* [Action item] Go through the data below. List every line that holds the word "meet".

(Stored entries)
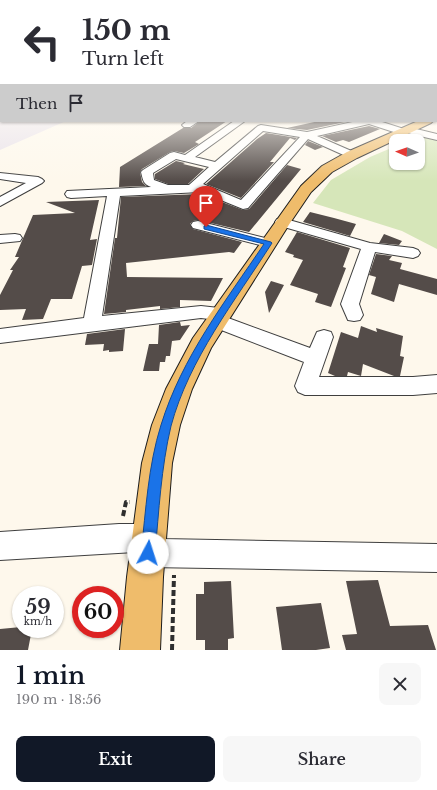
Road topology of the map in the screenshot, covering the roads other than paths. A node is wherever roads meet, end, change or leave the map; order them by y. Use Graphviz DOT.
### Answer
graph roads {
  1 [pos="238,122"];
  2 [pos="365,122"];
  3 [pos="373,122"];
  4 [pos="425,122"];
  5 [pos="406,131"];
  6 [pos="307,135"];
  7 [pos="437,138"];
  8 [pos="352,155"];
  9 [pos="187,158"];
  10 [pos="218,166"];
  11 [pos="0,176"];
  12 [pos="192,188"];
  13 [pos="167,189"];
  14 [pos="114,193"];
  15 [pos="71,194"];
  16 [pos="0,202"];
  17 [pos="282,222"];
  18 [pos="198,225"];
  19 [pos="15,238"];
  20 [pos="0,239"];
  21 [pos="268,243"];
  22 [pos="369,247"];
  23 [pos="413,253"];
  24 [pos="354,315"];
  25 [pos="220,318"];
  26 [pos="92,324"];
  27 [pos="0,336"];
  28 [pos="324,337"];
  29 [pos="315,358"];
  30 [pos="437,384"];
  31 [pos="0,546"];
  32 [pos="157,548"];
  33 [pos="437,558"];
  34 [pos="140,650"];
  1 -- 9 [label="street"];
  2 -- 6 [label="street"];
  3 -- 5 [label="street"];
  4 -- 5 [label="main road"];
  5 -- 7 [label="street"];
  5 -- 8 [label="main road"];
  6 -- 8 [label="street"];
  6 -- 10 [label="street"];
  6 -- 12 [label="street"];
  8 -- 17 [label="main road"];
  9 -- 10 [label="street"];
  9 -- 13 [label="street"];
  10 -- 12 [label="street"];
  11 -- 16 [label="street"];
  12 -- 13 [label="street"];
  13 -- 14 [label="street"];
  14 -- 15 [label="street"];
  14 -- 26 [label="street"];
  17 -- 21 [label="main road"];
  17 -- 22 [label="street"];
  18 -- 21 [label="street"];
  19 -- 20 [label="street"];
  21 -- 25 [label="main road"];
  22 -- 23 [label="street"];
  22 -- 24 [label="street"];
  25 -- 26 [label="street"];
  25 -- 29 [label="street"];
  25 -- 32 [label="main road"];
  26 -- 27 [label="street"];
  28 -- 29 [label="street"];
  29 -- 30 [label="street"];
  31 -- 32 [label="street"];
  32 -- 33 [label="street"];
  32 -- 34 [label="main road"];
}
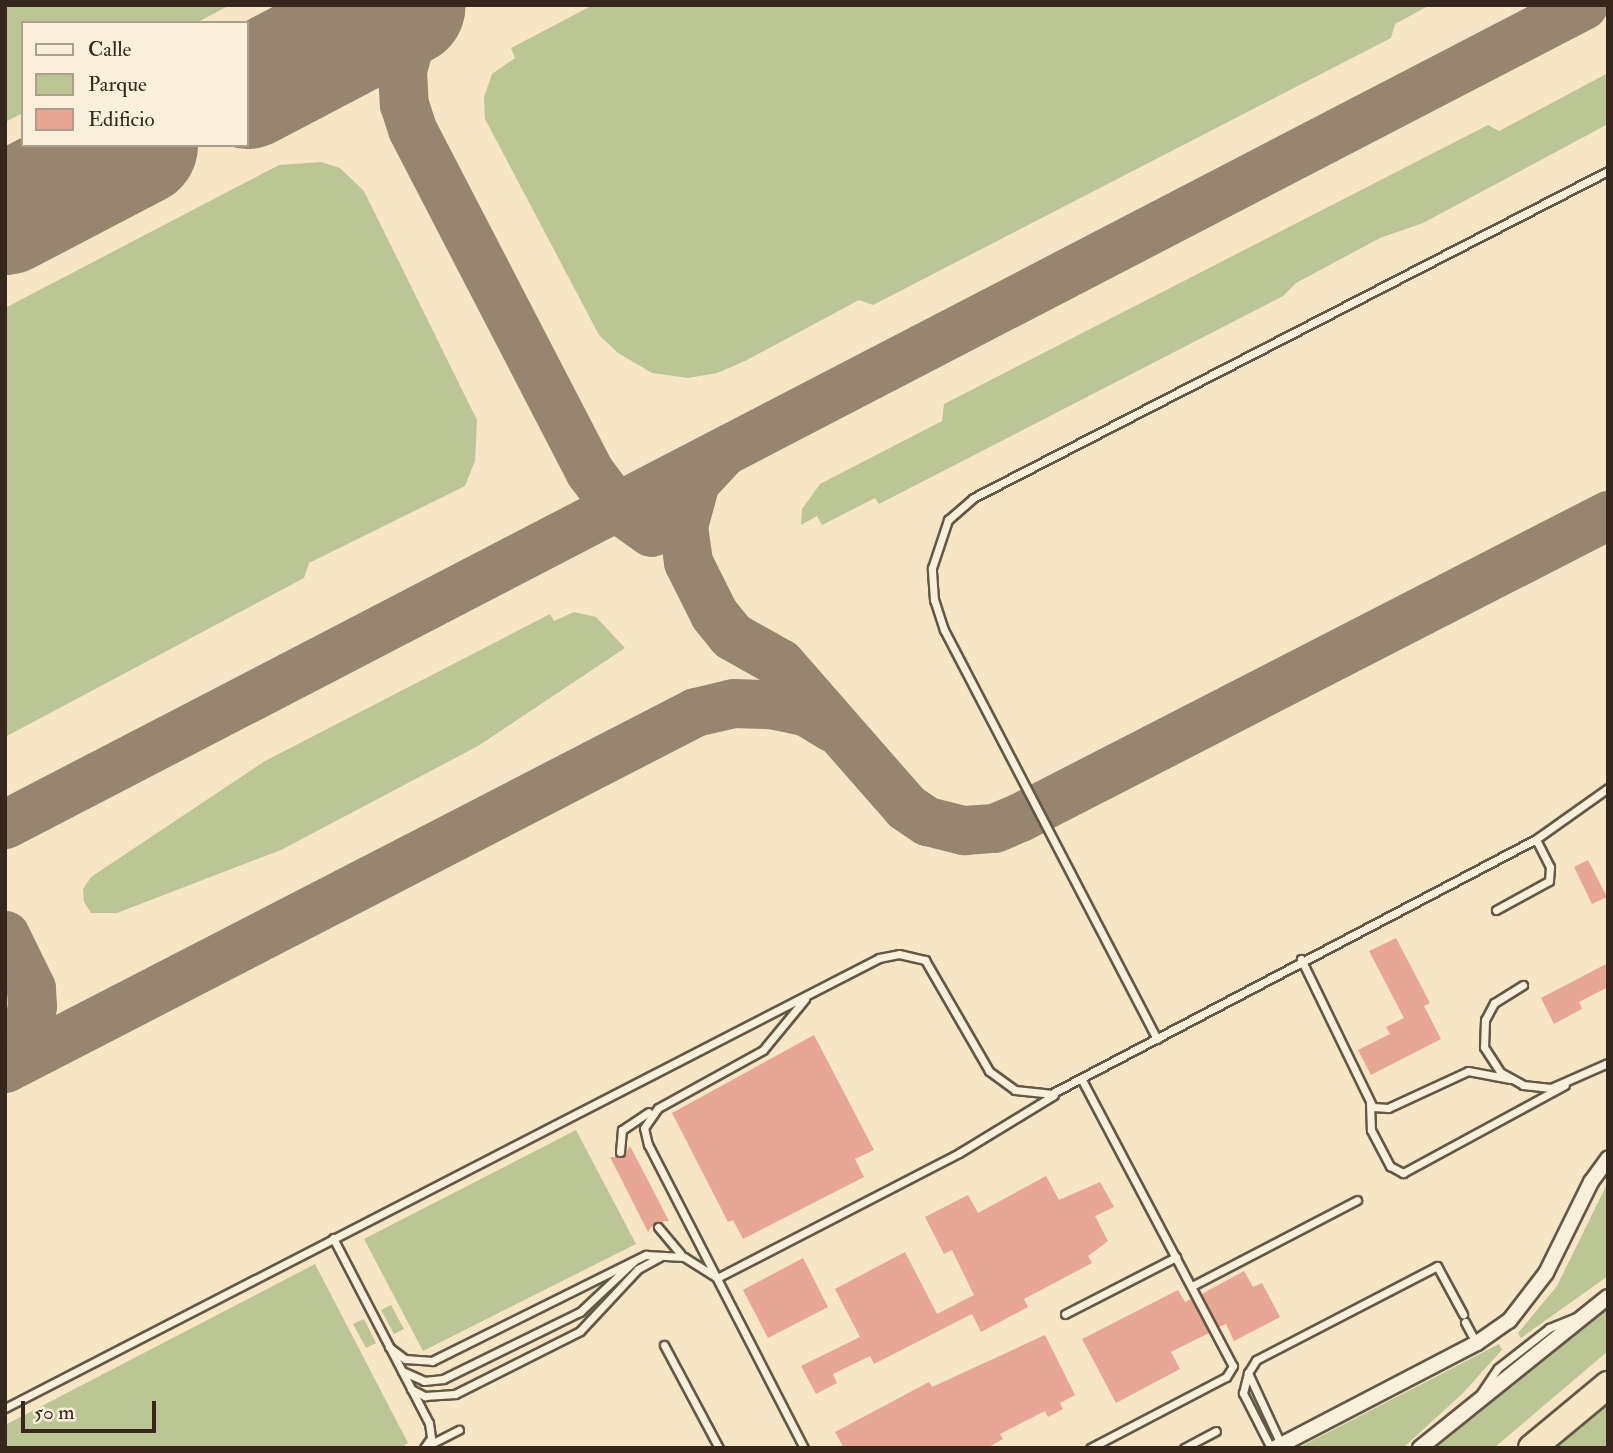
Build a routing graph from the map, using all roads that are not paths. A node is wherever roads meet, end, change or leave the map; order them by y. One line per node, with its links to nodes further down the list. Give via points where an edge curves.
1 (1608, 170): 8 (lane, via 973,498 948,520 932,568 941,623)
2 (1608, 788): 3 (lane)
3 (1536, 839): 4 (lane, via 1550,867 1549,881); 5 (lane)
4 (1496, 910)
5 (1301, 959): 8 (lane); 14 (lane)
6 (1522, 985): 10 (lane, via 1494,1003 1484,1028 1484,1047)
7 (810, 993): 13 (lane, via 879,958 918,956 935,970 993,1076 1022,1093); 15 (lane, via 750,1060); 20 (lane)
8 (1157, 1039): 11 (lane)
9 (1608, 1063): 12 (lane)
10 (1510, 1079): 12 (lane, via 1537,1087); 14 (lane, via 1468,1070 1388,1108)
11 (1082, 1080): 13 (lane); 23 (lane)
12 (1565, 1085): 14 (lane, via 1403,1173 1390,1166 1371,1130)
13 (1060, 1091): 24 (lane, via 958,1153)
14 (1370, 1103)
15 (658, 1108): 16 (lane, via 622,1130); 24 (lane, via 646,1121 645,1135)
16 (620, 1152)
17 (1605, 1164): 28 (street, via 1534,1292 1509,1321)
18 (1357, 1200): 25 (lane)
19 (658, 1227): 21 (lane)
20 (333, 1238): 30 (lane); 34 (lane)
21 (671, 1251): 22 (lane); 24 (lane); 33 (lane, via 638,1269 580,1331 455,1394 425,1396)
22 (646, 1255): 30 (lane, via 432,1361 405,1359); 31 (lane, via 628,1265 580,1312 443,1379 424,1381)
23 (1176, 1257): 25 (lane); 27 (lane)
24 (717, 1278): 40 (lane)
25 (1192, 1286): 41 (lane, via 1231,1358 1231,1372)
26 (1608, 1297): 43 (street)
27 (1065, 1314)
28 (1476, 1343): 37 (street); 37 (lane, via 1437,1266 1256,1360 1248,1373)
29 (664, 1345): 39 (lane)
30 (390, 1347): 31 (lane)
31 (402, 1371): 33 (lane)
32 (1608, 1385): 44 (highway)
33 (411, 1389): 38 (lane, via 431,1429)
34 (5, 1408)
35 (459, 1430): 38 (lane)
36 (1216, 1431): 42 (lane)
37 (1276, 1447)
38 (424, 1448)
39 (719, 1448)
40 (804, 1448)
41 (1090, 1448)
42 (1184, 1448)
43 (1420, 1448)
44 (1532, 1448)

* [Answer box]
Road topology of the map in the screenshot, covering the roads other than paths. A node is wherever roads meet, end, change or leave the map; order them by y. Use Graphviz DOT.
Build a routing graph from the map, using all roads that are not paths. A node is wherever roads meet, end, change or leave the map; order them by y. One line per node, with its links to nodes further down the list. Give via points where an edge curves.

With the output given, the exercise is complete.